Energy Crisis May Affect Europe Pharma Supplies, Trade Fears

Rising energy prices in Europe run the risk of accelerating the migration of businesses necessary for the production of life-saving medications, further jeopardising the pharma supply chains that were already struggling under the worst of COVID-19.

Essential medications are important for both surgical procedures and the treatment of chronic illnesses. Additionally, in most European Union member states, they are off-patent and supplied at the lowest feasible costs established by national health organisations or insurers’ associations, enabling only the most economical providers to continue.

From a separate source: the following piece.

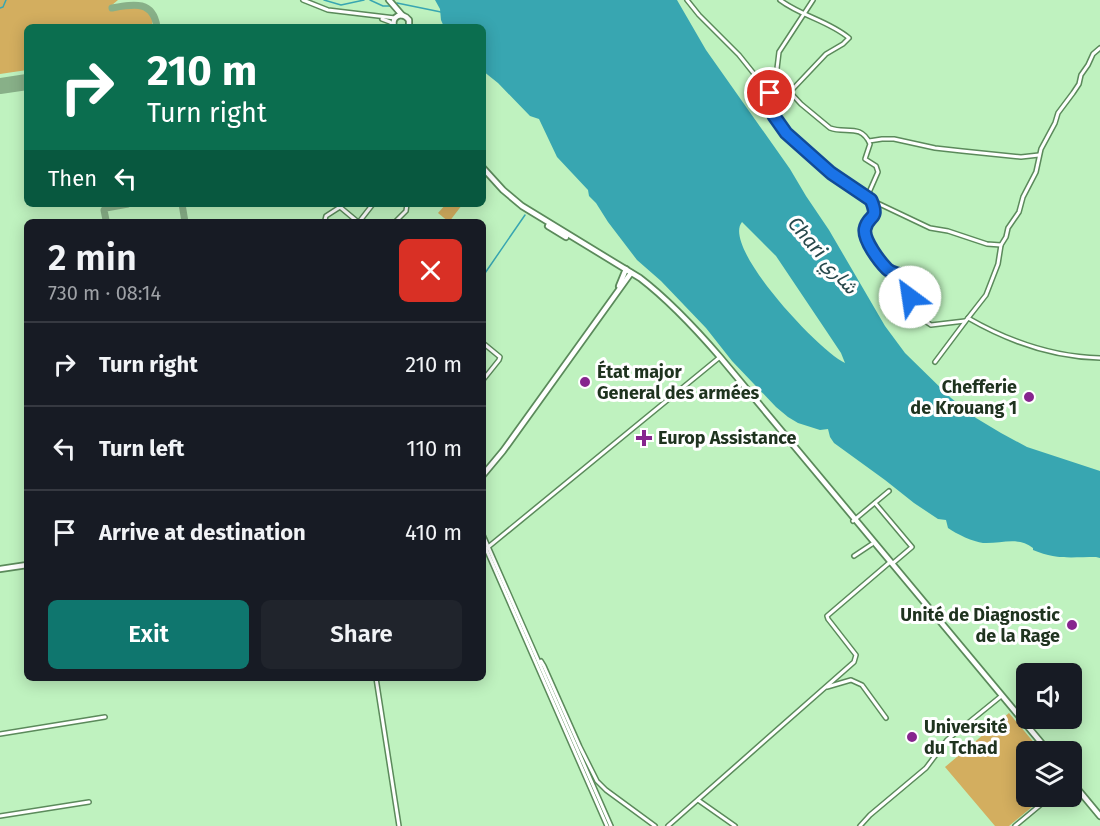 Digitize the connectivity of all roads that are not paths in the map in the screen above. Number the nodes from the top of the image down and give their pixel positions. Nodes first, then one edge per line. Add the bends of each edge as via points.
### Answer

Active pharmaceutical ingredients (APIs), the most energy-intensive components of these generic medications, have long been manufactured in India and China, where costs are substantially lower due to pricing pressures for these drugs.

Currently, the conflict in Ukraine and the ensuing energy and economic difficulties pose a threat to devalue the continent’s pharmaceutical sector for good for some important medicines, according to research by Teva one of the largest generic drug manufacturers in the world.

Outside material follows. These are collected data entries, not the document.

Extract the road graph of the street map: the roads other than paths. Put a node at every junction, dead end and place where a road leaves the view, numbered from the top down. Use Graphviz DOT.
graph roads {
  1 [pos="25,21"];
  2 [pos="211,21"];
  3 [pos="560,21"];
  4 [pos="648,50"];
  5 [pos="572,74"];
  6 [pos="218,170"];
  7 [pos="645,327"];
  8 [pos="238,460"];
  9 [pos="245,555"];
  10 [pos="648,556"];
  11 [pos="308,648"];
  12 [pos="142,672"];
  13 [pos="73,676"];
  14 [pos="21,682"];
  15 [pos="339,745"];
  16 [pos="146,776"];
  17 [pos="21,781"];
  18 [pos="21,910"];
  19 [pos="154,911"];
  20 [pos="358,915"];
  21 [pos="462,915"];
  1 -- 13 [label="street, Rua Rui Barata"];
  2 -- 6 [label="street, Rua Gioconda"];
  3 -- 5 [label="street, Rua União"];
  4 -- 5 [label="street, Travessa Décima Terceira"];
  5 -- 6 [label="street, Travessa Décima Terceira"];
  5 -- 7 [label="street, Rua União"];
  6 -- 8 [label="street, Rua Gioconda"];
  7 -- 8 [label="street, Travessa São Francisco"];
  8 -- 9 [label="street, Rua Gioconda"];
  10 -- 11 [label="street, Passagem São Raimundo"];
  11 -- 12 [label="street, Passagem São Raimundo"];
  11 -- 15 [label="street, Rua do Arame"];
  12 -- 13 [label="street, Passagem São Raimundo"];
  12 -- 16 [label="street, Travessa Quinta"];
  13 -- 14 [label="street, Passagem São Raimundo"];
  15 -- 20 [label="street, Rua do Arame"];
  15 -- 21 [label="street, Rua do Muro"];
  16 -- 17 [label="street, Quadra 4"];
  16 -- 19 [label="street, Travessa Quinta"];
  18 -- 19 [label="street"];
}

According to Teva’s assessment, this might mean that crucial medications, including antibiotics and generic diabetes and cancer medicines, could stop being produced in European facilities over the next five to 10 years, making the region dependent on other nations.

Teva representatives brought up recent shortfalls of tamoxifen, an essential component of breast cancer treatment, in Germany.

Only a few vendors in Asia were left after the sole European manufacturer of tamoxifen API stopped production because it was no longer profitable, according to European finished medicine companies. Another example is the drug paracetamol. The final paracetamol manufacturing facility in Europe shut down in 2008, leaving Asia as the main region of production.

Because the region neither had the leverage nor the logistical capacity to ramp up production in the short term, the report noted, there was substantial supply tension for paracetamol in Europe at the peak of the pandemic.

Europe was momentarily without the essential API after India, the world’s largest producer of paracetamol, temporarily prohibited shipments of the chemical to suit domestic demand. Erick Tyssier, head of government affairs for Teva in Europe, on the present economic situation stated that what they are witnessing is undoubtedly an amplification of that trend.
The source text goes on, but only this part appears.